The moment I opened the door, I realized that something hideous had
occurred
http://photos1.blogger.com/img/2/1002/1024/The-moment-I-opened-the-doo.jp
g
-Peter Ciccariello
-----Original Message-----
From: Stephen Vincent <[log in to unmask]>
To: [log in to unmask]
Sent: Tue, 11 Oct 2005 17:25:45 -0700
Subject: Photo-Text Snaps
Lately, courtesy of an infatuation with Flickr - the internet image
hosting
program - I have been having a kind of mysterious fun going into
dialog with
images - digital "snaps" - I take from off my neighborhood streets.
Unlike
the conventional "picture" poem in which the poet creates an image
(drawn
from a painting, or observation) that is re-invoked entirely within the
context &/or frame(s) of language (without any literal picture), the
cyber-world clearly offers the opportunity to marry, or better, let's
say
juxtapose the mediums and put them into a kind of conversation.
(Obviously,
for the technically more sophisticated, the image can be manipulated
and the
text can be variously integrated, fracture, etc. There is much of this
exploration/experimentation abounding among certain poets). At the
moment I
am frankly more interested in the photo as a way to "pop" or "trigger"
fresh
text - either as narrative or with a somewhat (!) conventional poem.

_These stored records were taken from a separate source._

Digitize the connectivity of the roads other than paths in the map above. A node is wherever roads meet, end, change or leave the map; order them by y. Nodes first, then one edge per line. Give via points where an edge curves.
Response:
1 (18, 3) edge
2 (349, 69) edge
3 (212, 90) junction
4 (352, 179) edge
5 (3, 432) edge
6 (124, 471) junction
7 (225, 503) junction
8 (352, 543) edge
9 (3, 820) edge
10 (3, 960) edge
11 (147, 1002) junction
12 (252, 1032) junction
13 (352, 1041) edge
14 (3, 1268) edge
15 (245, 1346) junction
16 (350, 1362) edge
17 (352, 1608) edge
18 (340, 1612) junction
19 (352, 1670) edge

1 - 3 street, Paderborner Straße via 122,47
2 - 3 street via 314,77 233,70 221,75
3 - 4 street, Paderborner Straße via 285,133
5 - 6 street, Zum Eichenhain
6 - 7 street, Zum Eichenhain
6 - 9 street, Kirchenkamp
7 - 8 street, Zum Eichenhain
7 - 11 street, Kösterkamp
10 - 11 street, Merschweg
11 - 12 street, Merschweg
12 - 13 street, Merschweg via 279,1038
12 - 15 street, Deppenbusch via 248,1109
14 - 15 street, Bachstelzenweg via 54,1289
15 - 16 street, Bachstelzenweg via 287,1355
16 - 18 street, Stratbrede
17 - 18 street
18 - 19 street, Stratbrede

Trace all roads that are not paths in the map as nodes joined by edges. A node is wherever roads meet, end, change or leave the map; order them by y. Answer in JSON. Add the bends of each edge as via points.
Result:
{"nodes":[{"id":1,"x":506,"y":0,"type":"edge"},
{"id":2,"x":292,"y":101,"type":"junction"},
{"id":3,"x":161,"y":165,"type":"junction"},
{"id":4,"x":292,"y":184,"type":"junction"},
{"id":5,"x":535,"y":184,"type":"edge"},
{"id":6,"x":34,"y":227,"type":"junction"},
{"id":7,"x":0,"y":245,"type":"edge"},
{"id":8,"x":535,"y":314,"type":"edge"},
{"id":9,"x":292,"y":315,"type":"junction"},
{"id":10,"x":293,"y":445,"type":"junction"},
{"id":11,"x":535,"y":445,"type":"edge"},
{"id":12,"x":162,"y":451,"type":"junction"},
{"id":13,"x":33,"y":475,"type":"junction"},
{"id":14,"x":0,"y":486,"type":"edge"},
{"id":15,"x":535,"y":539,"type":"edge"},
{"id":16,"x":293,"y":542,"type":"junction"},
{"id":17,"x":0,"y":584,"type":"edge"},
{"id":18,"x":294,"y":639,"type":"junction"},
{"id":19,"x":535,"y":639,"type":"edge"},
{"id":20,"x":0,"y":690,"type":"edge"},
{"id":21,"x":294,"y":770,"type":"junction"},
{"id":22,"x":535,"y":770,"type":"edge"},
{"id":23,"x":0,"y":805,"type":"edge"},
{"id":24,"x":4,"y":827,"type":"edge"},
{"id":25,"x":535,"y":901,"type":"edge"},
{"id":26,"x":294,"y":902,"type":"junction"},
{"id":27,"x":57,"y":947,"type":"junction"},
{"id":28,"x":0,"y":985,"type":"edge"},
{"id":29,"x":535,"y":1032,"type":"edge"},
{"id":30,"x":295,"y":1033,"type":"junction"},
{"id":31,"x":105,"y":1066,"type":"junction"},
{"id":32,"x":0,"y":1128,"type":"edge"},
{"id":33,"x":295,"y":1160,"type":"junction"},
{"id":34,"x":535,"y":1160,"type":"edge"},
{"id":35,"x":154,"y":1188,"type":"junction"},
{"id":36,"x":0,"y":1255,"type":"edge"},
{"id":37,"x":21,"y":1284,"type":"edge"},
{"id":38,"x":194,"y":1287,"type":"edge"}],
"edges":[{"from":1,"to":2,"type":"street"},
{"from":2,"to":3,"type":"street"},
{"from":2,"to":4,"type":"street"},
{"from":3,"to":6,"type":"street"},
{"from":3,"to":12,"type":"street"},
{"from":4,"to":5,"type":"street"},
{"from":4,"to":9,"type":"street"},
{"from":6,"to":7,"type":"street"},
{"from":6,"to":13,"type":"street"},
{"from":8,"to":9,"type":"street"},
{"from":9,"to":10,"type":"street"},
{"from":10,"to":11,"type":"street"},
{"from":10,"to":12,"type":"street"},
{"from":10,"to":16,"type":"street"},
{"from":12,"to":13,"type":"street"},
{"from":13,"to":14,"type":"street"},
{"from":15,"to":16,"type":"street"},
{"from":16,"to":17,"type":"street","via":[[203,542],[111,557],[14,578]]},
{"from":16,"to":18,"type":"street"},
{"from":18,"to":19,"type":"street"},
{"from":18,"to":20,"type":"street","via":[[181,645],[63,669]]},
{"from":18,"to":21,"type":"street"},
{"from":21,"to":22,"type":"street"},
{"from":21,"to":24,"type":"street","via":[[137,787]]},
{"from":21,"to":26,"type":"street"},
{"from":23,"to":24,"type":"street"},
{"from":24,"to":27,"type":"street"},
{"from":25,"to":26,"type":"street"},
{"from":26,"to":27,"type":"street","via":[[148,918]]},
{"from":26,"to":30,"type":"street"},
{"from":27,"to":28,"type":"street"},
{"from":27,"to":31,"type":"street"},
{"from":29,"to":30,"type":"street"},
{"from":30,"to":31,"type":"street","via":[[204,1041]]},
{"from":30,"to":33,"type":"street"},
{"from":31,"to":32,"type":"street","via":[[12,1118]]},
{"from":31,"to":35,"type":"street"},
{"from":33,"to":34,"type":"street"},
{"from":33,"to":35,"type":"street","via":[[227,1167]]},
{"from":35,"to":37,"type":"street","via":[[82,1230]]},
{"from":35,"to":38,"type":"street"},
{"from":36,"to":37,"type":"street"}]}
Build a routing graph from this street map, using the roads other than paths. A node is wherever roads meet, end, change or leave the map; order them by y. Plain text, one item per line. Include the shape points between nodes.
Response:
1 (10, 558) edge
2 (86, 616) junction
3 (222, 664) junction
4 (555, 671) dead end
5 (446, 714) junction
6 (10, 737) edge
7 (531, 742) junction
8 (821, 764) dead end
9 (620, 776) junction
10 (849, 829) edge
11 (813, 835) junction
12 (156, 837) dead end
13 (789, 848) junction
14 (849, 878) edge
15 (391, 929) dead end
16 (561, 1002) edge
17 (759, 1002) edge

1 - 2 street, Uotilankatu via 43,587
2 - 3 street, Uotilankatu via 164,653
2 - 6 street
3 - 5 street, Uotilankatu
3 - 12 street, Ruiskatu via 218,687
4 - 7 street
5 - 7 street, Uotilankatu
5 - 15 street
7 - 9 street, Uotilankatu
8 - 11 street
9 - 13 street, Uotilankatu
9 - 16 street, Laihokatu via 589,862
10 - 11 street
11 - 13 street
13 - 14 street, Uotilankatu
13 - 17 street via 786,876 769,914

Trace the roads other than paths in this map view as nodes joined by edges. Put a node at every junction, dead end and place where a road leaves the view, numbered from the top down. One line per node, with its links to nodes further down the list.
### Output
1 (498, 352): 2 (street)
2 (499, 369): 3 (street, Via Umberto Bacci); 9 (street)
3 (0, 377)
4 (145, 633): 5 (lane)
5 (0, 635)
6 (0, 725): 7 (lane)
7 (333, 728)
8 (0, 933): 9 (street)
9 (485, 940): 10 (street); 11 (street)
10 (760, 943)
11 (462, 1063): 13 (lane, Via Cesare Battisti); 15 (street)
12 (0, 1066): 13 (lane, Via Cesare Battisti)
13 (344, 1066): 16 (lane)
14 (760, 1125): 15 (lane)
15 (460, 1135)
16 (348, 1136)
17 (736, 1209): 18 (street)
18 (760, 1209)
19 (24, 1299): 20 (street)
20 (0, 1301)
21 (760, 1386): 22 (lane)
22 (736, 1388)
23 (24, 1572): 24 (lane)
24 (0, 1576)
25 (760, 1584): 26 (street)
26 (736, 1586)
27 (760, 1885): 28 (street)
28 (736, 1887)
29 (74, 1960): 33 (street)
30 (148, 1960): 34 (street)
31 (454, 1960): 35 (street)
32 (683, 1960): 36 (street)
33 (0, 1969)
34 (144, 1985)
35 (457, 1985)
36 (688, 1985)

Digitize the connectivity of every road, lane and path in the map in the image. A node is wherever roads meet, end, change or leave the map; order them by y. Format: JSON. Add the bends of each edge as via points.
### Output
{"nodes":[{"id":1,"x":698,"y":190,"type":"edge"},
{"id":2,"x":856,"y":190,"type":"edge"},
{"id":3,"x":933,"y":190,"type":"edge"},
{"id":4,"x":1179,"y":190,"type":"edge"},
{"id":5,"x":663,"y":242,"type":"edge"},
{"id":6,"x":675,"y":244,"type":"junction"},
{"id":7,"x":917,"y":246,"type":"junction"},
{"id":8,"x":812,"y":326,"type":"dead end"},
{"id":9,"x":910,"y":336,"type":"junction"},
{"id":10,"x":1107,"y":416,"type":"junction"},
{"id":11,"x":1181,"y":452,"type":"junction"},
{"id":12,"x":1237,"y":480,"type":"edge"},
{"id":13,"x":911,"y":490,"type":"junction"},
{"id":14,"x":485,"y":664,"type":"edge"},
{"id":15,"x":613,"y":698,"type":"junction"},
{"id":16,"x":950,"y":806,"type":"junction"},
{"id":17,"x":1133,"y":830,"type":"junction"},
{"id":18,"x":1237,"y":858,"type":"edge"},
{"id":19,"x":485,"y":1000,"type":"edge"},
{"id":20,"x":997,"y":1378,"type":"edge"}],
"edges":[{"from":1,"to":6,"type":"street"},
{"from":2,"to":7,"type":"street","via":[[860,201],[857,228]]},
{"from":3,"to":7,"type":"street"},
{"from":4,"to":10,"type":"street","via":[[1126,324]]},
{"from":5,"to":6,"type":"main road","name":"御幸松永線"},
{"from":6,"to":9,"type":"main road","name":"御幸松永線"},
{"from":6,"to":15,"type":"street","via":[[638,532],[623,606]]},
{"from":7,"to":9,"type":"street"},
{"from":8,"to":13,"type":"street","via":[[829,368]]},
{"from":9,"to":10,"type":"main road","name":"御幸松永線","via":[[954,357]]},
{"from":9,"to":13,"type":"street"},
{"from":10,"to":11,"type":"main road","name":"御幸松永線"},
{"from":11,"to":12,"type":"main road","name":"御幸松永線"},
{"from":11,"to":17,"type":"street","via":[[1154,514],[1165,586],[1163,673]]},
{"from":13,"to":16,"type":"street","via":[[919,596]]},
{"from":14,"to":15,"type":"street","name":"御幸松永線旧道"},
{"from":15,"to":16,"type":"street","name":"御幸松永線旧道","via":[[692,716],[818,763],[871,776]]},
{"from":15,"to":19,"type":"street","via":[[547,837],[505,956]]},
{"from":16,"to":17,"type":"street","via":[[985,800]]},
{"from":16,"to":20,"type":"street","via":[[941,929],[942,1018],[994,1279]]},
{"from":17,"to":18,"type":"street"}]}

Something in me, for example, is drawn to take a particular photo and
not
another. The image becomes a means of fishing out the psychic
connection in
the making of a poem - or if not so psychologically bent - the image
just
provokes a language that forms its own trail of exploration. Somehow,
for
example, my photograph of a basketball hoop (a game at which I was
pretty
adept) becomes a means of both reflecting on a life, as well as a
memoriam
for Robert Creeley. Yet, to convolute the issue here - or the newness
of
this form - I don't think, in many cases, that the language can exist
independent of the image (and the images combined with the language are
enriched in terms of meaning or implication, as well)
I know Sebald used those usually in paperback terribly reproduced gray
photos as pretext to segments of his novels. Maybe what this form
offers is
something in that vein - only much more fragment centered.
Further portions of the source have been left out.